**Directions**. Restate word for word every entry that appears below, skipping its pictures.

**Dataset entries**.
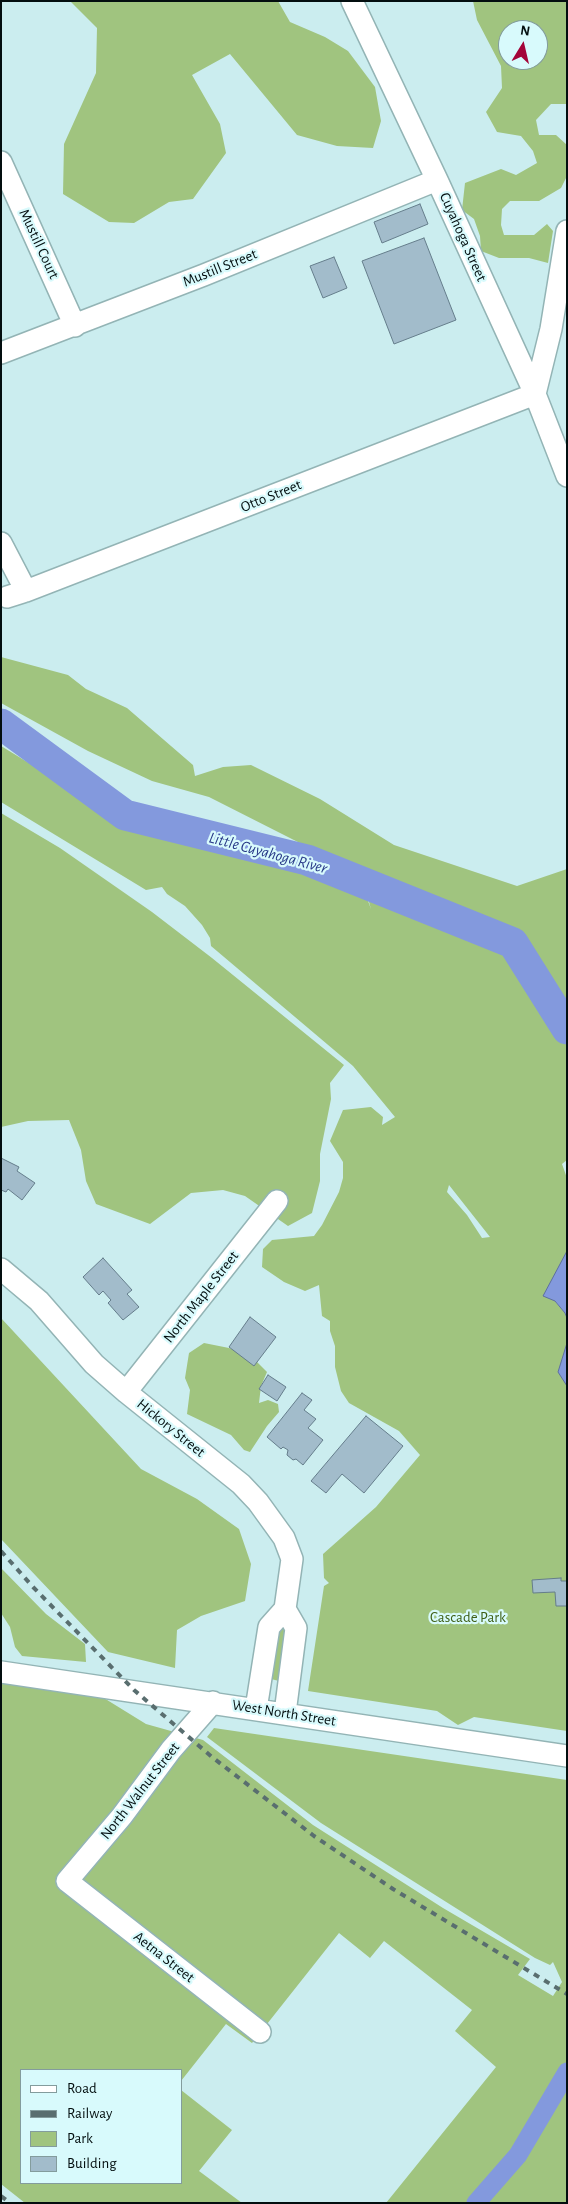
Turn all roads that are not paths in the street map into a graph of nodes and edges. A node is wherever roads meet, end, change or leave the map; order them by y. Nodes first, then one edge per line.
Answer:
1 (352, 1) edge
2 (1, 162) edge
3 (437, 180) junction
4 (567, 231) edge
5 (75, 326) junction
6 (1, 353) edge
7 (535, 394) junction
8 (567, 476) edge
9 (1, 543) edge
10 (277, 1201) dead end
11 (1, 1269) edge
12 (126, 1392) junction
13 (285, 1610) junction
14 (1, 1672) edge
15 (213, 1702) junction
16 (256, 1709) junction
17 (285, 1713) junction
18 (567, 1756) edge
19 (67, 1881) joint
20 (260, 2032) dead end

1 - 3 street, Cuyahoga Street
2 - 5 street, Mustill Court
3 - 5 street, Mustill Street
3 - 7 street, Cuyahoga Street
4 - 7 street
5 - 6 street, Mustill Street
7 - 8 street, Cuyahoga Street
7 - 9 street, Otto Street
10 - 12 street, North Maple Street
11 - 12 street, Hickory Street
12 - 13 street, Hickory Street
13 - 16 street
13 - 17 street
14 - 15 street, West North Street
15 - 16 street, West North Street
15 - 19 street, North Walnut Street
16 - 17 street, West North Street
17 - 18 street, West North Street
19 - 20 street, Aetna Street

**Output for this exercise**.
Turn all roads that are not paths in the street map into a graph of nodes and edges. A node is wherever roads meet, end, change or leave the map; order them by y. Nodes first, then one edge per line.
Answer:
1 (352, 1) edge
2 (1, 162) edge
3 (437, 180) junction
4 (567, 231) edge
5 (75, 326) junction
6 (1, 353) edge
7 (535, 394) junction
8 (567, 476) edge
9 (1, 543) edge
10 (277, 1201) dead end
11 (1, 1269) edge
12 (126, 1392) junction
13 (285, 1610) junction
14 (1, 1672) edge
15 (213, 1702) junction
16 (256, 1709) junction
17 (285, 1713) junction
18 (567, 1756) edge
19 (67, 1881) joint
20 (260, 2032) dead end

1 - 3 street, Cuyahoga Street
2 - 5 street, Mustill Court
3 - 5 street, Mustill Street
3 - 7 street, Cuyahoga Street
4 - 7 street
5 - 6 street, Mustill Street
7 - 8 street, Cuyahoga Street
7 - 9 street, Otto Street
10 - 12 street, North Maple Street
11 - 12 street, Hickory Street
12 - 13 street, Hickory Street
13 - 16 street
13 - 17 street
14 - 15 street, West North Street
15 - 16 street, West North Street
15 - 19 street, North Walnut Street
16 - 17 street, West North Street
17 - 18 street, West North Street
19 - 20 street, Aetna Street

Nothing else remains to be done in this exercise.